** Opening Source material block **

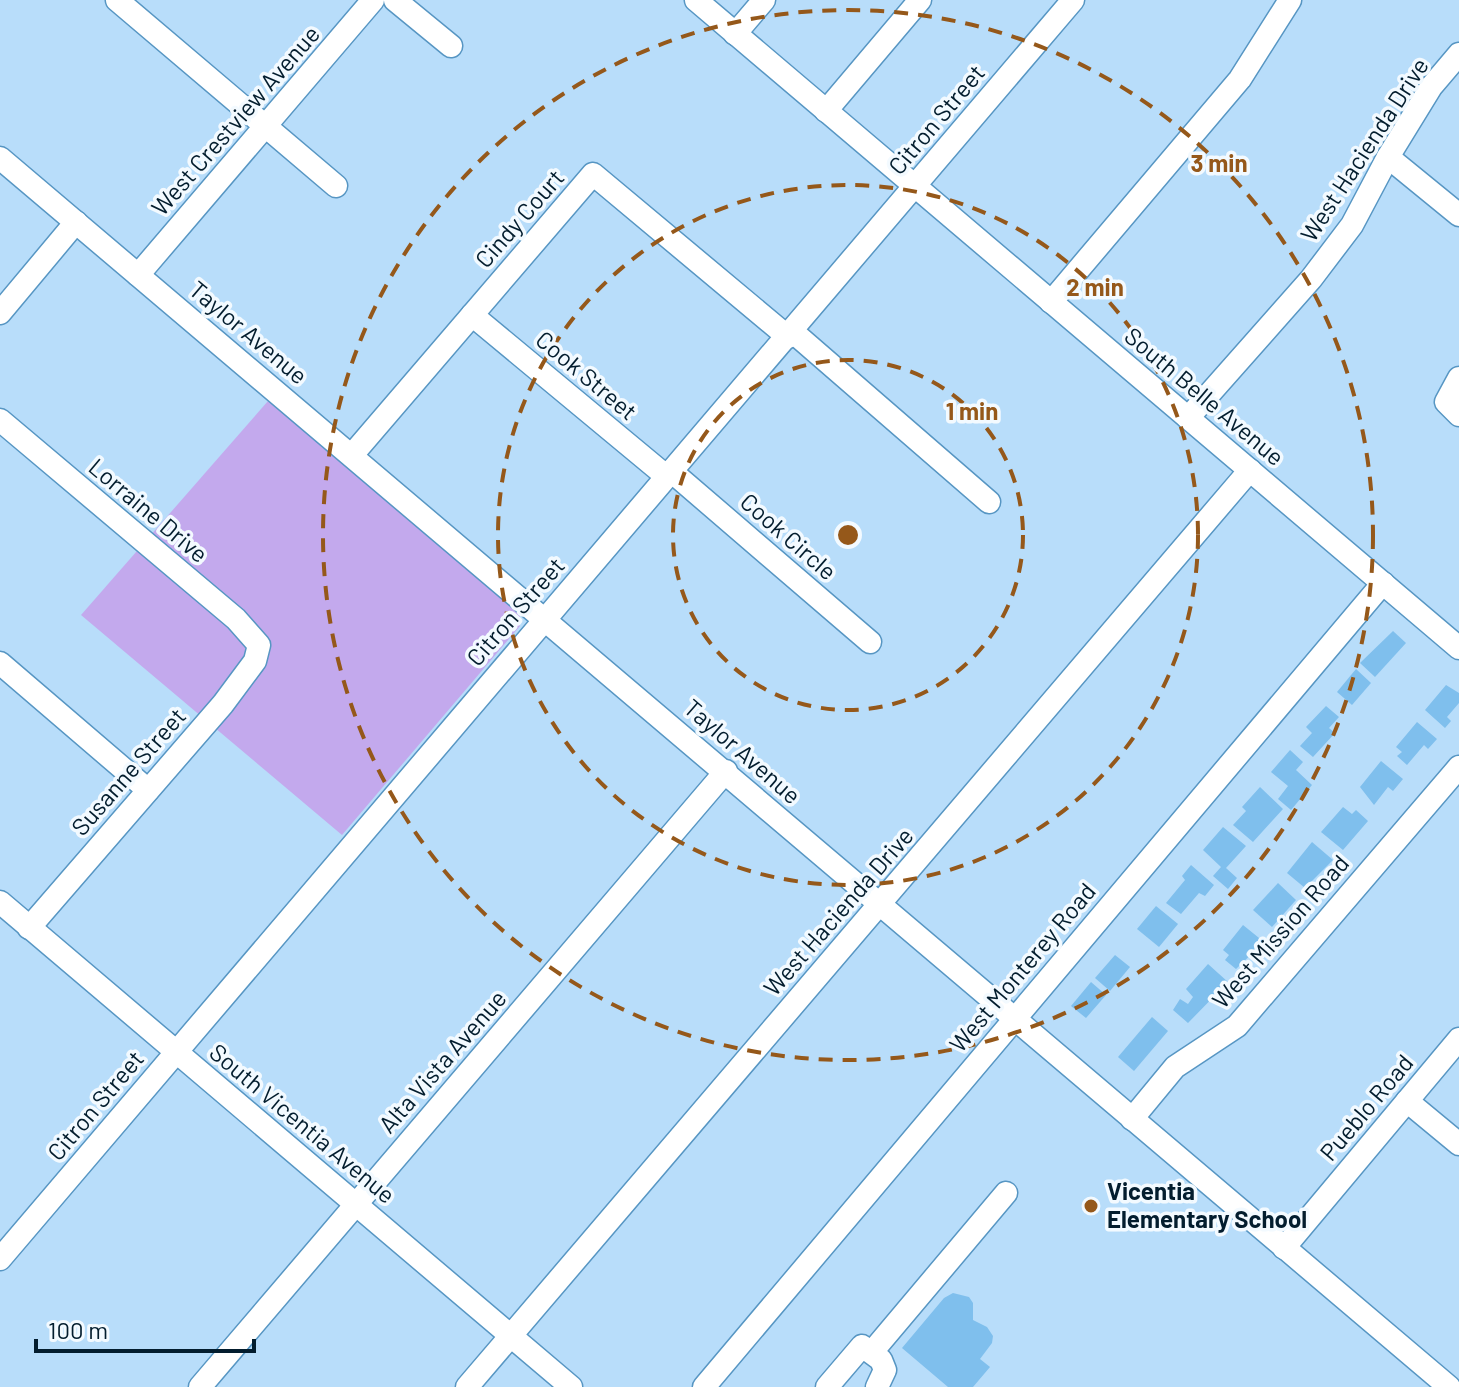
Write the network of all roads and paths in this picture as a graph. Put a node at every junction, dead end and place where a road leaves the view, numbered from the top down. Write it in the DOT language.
graph roads {
  1 [pos="373,0"];
  2 [pos="395,0"];
  3 [pos="696,0"];
  4 [pos="764,0"];
  5 [pos="920,0"];
  6 [pos="1073,0"];
  7 [pos="1290,0"];
  8 [pos="120,1"];
  9 [pos="735,34"];
  10 [pos="451,46"];
  11 [pos="1459,54"];
  12 [pos="826,111"];
  13 [pos="267,128"];
  14 [pos="1388,157"];
  15 [pos="0,158"];
  16 [pos="336,186"];
  17 [pos="915,186"];
  18 [pos="1459,215"];
  19 [pos="76,222"];
  20 [pos="138,275"];
  21 [pos="1051,302"];
  22 [pos="0,313"];
  23 [pos="472,315"];
  24 [pos="790,335"];
  25 [pos="1459,378"];
  26 [pos="1459,415"];
  27 [pos="1188,418"];
  28 [pos="0,420"];
  29 [pos="352,455"];
  30 [pos="1250,470"];
  31 [pos="669,474"];
  32 [pos="989,502"];
  33 [pos="1383,583"];
  34 [pos="545,617"];
  35 [pos="870,642"];
  36 [pos="259,645"];
  37 [pos="1459,648"];
  38 [pos="0,663"];
  39 [pos="1459,767"];
  40 [pos="726,771"];
  41 [pos="148,790"];
  42 [pos="0,902"];
  43 [pos="879,905"];
  44 [pos="29,928"];
  45 [pos="1014,1020"];
  46 [pos="1459,1039"];
  47 [pos="175,1053"];
  48 [pos="1407,1101"];
  49 [pos="1132,1119"];
  50 [pos="1459,1144"];
  51 [pos="1006,1193"];
  52 [pos="356,1203"];
  53 [pos="1284,1248"];
  54 [pos="0,1259"];
  55 [pos="511,1335"];
  56 [pos="872,1352"];
  57 [pos="1424,1379"];
  58 [pos="200,1387"];
  59 [pos="467,1387"];
  60 [pos="571,1387"];
  61 [pos="704,1387"];
  62 [pos="827,1387"];
  63 [pos="877,1387"];
  64 [pos="1449,1387"];
  1 -- 13 [label="street, West Crestview Avenue"];
  2 -- 10 [label="street"];
  3 -- 9 [label="street, South Belle Avenue"];
  4 -- 9 [label="street"];
  5 -- 12 [label="street"];
  6 -- 17 [label="street, Citron Street"];
  7 -- 21 [label="street"];
  8 -- 13 [label="street"];
  9 -- 12 [label="street, South Belle Avenue"];
  11 -- 14 [label="street, West Hacienda Drive"];
  12 -- 17 [label="street, South Belle Avenue"];
  13 -- 16 [label="street"];
  13 -- 20 [label="street, West Crestview Avenue"];
  14 -- 18 [label="street"];
  14 -- 27 [label="street, West Hacienda Drive"];
  15 -- 19 [label="street, Taylor Avenue"];
  17 -- 21 [label="street, South Belle Avenue"];
  17 -- 24 [label="street, Citron Street"];
  19 -- 20 [label="street, Taylor Avenue"];
  19 -- 22 [label="street"];
  20 -- 29 [label="street, Taylor Avenue"];
  21 -- 27 [label="street, South Belle Avenue"];
  23 -- 24 [label="street, Cindy Court"];
  23 -- 29 [label="street, Cindy Court"];
  23 -- 31 [label="street, Cook Street"];
  24 -- 31 [label="street, Citron Street"];
  24 -- 32 [label="street"];
  25 -- 26 [label="street"];
  27 -- 30 [label="street, South Belle Avenue"];
  28 -- 36 [label="street, Lorraine Drive"];
  29 -- 34 [label="street, Taylor Avenue"];
  30 -- 33 [label="street, South Belle Avenue"];
  30 -- 43 [label="street, West Hacienda Drive"];
  31 -- 34 [label="street, Citron Street"];
  31 -- 35 [label="street, Cook Circle"];
  33 -- 37 [label="street, South Belle Avenue"];
  33 -- 45 [label="street, West Monterey Road"];
  34 -- 40 [label="street, Taylor Avenue"];
  34 -- 47 [label="street, Citron Street"];
  36 -- 41 [label="street, Susanne Street"];
  38 -- 41 [label="street"];
  39 -- 49 [label="street, West Mission Road"];
  40 -- 43 [label="street, Taylor Avenue"];
  40 -- 52 [label="street, Alta Vista Avenue"];
  41 -- 44 [label="street, Susanne Street"];
  42 -- 44 [label="street, South Vicentia Avenue"];
  43 -- 45 [label="street, Taylor Avenue"];
  43 -- 55 [label="street, West Hacienda Drive"];
  44 -- 47 [label="street, South Vicentia Avenue"];
  45 -- 49 [label="street, Taylor Avenue"];
  45 -- 61 [label="street, West Monterey Road"];
  46 -- 48 [label="street, Pueblo Road"];
  47 -- 52 [label="street, South Vicentia Avenue"];
  47 -- 54 [label="street, Citron Street"];
  48 -- 50 [label="street"];
  48 -- 53 [label="street, Pueblo Road"];
  49 -- 53 [label="street, Taylor Avenue"];
  51 -- 56 [label="street"];
  52 -- 55 [label="street, South Vicentia Avenue"];
  52 -- 58 [label="street, Alta Vista Avenue"];
  53 -- 57 [label="street, Taylor Avenue"];
  55 -- 59 [label="street, West Hacienda Drive"];
  55 -- 60 [label="street, South Vicentia Avenue"];
  56 -- 62 [label="street"];
  56 -- 63 [label="street"];
  57 -- 64 [label="street, Taylor Avenue"];
}
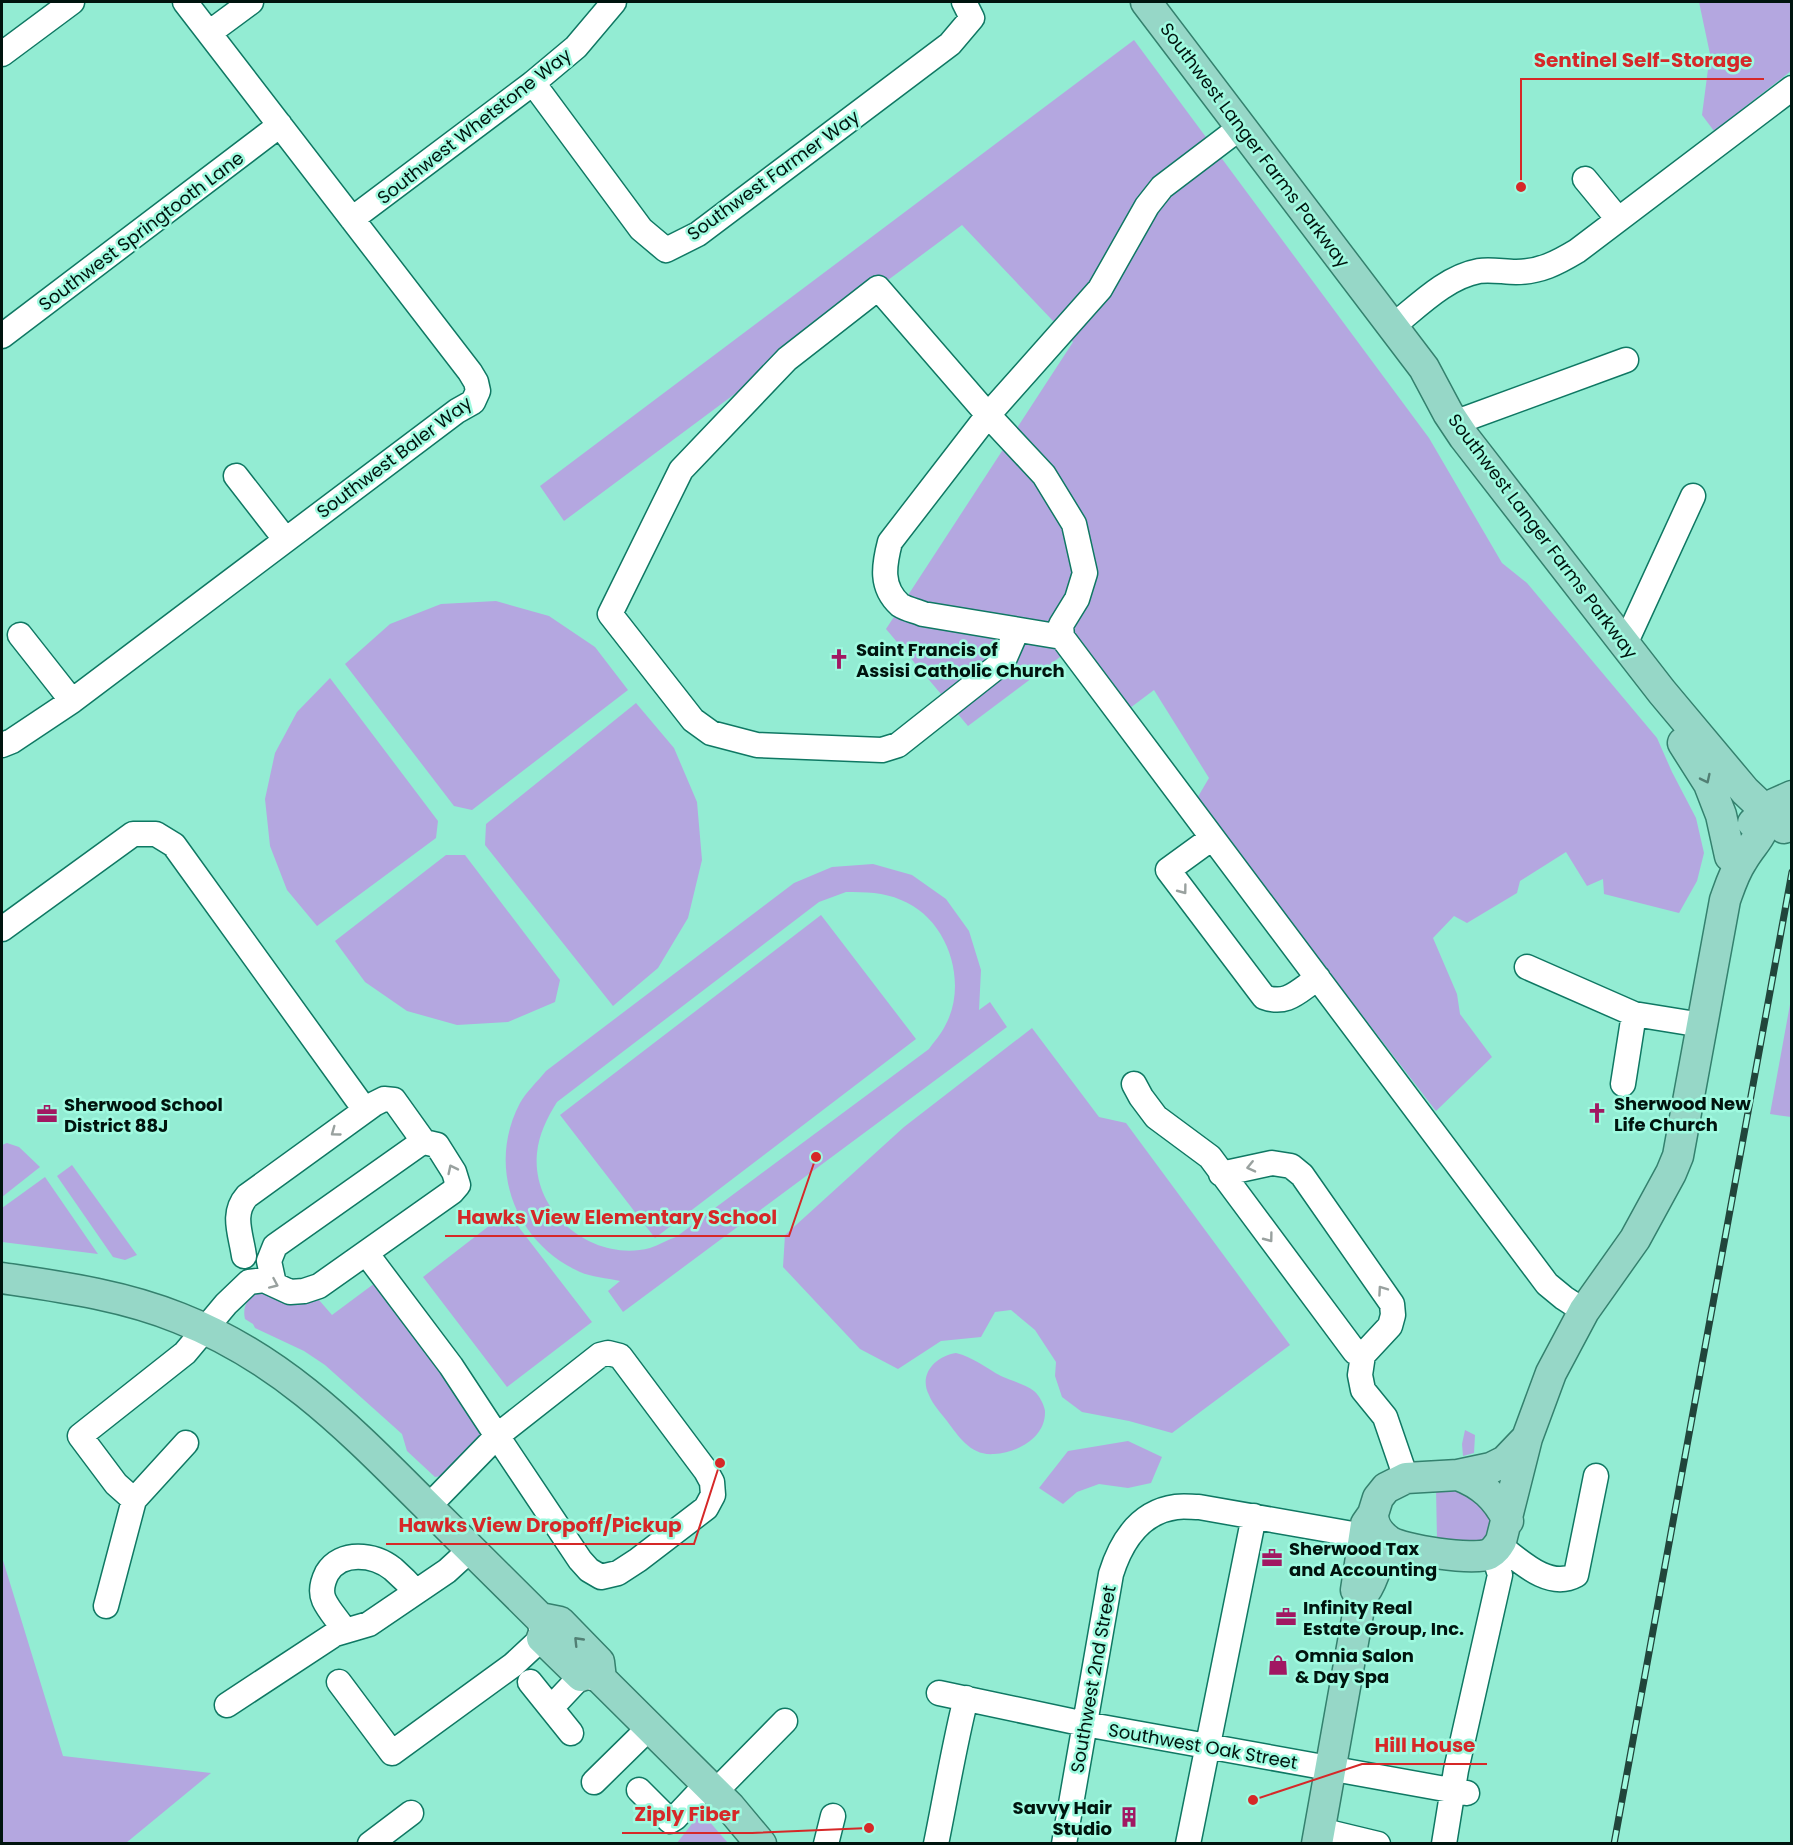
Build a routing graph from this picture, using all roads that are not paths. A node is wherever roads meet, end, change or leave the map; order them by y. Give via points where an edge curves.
1 (72, 2) edge
2 (185, 2) edge
3 (251, 2) edge
4 (614, 2) edge
5 (964, 2) edge
6 (1146, 2) edge
7 (209, 33) junction
8 (2, 54) edge
9 (533, 83) junction
10 (1791, 88) edge
11 (280, 125) junction
12 (1241, 127) junction
13 (1585, 179) dead end
14 (352, 219) junction
15 (1618, 219) junction
16 (1393, 326) junction
17 (2, 336) edge
18 (1626, 360) dead end
19 (988, 415) junction
20 (1454, 423) junction
21 (236, 476) dead end
22 (1693, 496) dead end
23 (285, 539) junction
24 (1017, 630) junction
25 (20, 635) dead end
26 (1062, 637) junction
27 (1625, 644) junction
28 (1662, 692) junction
29 (72, 701) junction
30 (2, 745) edge
31 (1791, 796) edge
32 (1780, 820) edge
33 (1212, 837) junction
34 (1730, 856) junction
35 (1720, 927) junction
36 (2, 929) edge
37 (1527, 967) dead end
38 (1318, 978) junction
39 (1634, 1014) junction
40 (1701, 1026) junction
41 (1134, 1084) dead end
42 (1623, 1084) dead end
43 (365, 1110) junction
44 (424, 1142) junction
45 (1221, 1174) junction
46 (275, 1246) junction
47 (366, 1253) junction
48 (244, 1256) junction
49 (2, 1278) edge
50 (274, 1284) junction
51 (226, 1304) junction
52 (1584, 1311) junction
53 (206, 1330) junction
54 (1363, 1355) junction
55 (497, 1436) junction
56 (1527, 1438) junction
57 (186, 1443) dead end
58 (1458, 1475) junction
59 (1596, 1476) dead end
60 (1406, 1478) junction
61 (134, 1500) junction
62 (428, 1508) junction
63 (1254, 1516) junction
64 (1369, 1525) junction
65 (1500, 1539) junction
66 (1399, 1546) junction
67 (471, 1549) junction
68 (416, 1592) junction
69 (1361, 1597) junction
70 (106, 1606) dead end
71 (541, 1628) junction
72 (345, 1631) junction
73 (591, 1678) junction
74 (339, 1682) dead end
75 (530, 1682) dead end
76 (939, 1692) dead end
77 (966, 1698) junction
78 (227, 1705) dead end
79 (551, 1707) junction
80 (785, 1721) dead end
81 (1085, 1724) junction
82 (650, 1727) junction
83 (572, 1733) dead end
84 (1207, 1746) junction
85 (1330, 1769) junction
86 (594, 1782) dead end
87 (711, 1788) junction
88 (639, 1790) dead end
89 (1459, 1792) junction
90 (411, 1813) dead end
91 (833, 1816) dead end
92 (1318, 1837) edge
93 (370, 1844) edge
94 (761, 1844) edge
95 (826, 1844) edge
96 (936, 1844) edge
97 (1064, 1844) edge
98 (1188, 1844) edge
99 (1378, 1844) edge
100 (1444, 1844) edge

1 - 8 street
2 - 7 street, Southwest Baler Way
3 - 7 street
4 - 9 street, Southwest Whetstone Way via 576,47
5 - 9 street, Southwest Farmer Way via 972,18 950,44 698,234 666,250 641,229
6 - 12 main road, Southwest Langer Farms Parkway
7 - 11 street, Southwest Baler Way
9 - 14 street, Southwest Whetstone Way
10 - 15 street
11 - 14 street, Southwest Baler Way
11 - 17 street, Southwest Springtooth Lane
12 - 16 main road, Southwest Langer Farms Parkway
12 - 19 street via 1162,187 1100,289
13 - 15 street
14 - 23 street, Southwest Baler Way via 470,372 478,391 473,402
15 - 16 street via 1555,264 1536,271 1479,271 1456,279
16 - 20 main road, Southwest Langer Farms Parkway via 1424,368
18 - 20 street
19 - 24 street via 890,542 884,567 888,587 901,606 923,614
19 - 24 street via 878,288 787,359 681,470 610,614 693,720 711,733 757,745 882,750 898,745 1003,662
19 - 26 street via 1044,475 1074,524 1084,573 1077,599 1061,625
20 - 27 main road, Southwest Langer Farms Parkway
21 - 23 street
22 - 27 street
23 - 29 street, Southwest Baler Way
24 - 26 street
25 - 29 street
26 - 33 street
27 - 28 main road, Southwest Langer Farms Parkway
28 - 32 main road, Southwest Langer Farms Parkway via 1745,791
28 -> 34 main road via 1665,716 1705,774 1721,815
29 - 30 street, Southwest Baler Way
31 - 32 main road via 1774,804
32 - 34 main road via 1747,831
32 - 35 main road via 1763,831 1748,851 1732,880
33 - 38 street
33 -> 38 street via 1168,870 1264,997 1275,1002 1289,999
34 - 35 main road via 1711,905
35 - 40 main road
36 - 43 street via 133,834 156,834 174,845
37 - 39 street
38 - 52 street via 1547,1284
39 - 40 street
39 - 42 street
40 - 52 main road via 1673,1167 1635,1239
41 - 45 street via 1156,1117 1210,1157
43 - 44 street via 384,1099 394,1100
43 -> 48 street via 239,1205
44 - 46 street
47 -> 44 street via 458,1185 437,1145
45 -> 54 street via 1354,1353
54 -> 45 street via 1390,1326 1392,1304 1302,1175 1291,1166 1272,1163
46 - 48 street
46 - 50 street via 269,1261
47 - 50 street via 304,1292 290,1292
47 - 55 street via 451,1366
48 - 51 street via 232,1279
49 - 53 main road via 135,1302
51 -> 50 street via 249,1282 264,1280
51 - 53 street
52 - 56 main road via 1551,1373
53 - 61 street via 185,1353 80,1436 116,1484
53 - 62 main road via 303,1389 356,1435
54 - 60 street via 1363,1390 1385,1418
55 - 55 street via 580,1560 601,1577 618,1573 638,1560 706,1508 713,1495 706,1471 620,1356 600,1356
55 - 62 street
56 - 58 main road via 1498,1465
56 - 65 main road
57 - 61 street
58 - 60 main road
58 - 65 main road via 1487,1490 1500,1506
59 - 65 street via 1576,1575 1565,1581 1548,1578
60 - 64 main road via 1390,1485 1378,1498
61 - 70 street
62 - 67 main road
63 - 64 street
63 - 81 street, Southwest 2nd Street via 1175,1507 1158,1512 1126,1537 1111,1574
63 - 84 street
64 - 66 main road
64 - 69 main road via 1355,1589
65 - 66 main road via 1476,1557
65 - 89 street via 1500,1575
66 - 69 main road via 1380,1560
67 - 68 street
67 - 71 main road
68 - 72 street via 369,1624
68 - 72 street via 391,1567 370,1558 341,1559 323,1581 323,1599
69 - 85 main road
71 - 73 main road via 560,1622 599,1662
71 - 74 street via 513,1665 392,1753
72 - 78 street
73 - 79 street
73 - 82 main road
75 - 79 street
76 - 77 street, Southwest Oak Street
77 - 81 street, Southwest Oak Street
77 - 96 street
79 - 83 street
80 - 87 street
81 - 84 street, Southwest Oak Street
81 - 97 street, Southwest 2nd Street
82 - 86 street
82 - 87 main road
84 - 85 street, Southwest Oak Street
84 - 98 street
85 - 89 street, Southwest Oak Street
85 - 92 main road
87 - 88 street via 670,1821
87 - 94 main road
89 - 100 street
90 - 93 street
91 - 95 street
92 - 99 street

** Closing Source material block **

[Task statement]
All lines in the data that contain the word "Cook" should be copied.

[Response to this exercise]
  23 -- 31 [label="street, Cook Street"];
  31 -- 35 [label="street, Cook Circle"];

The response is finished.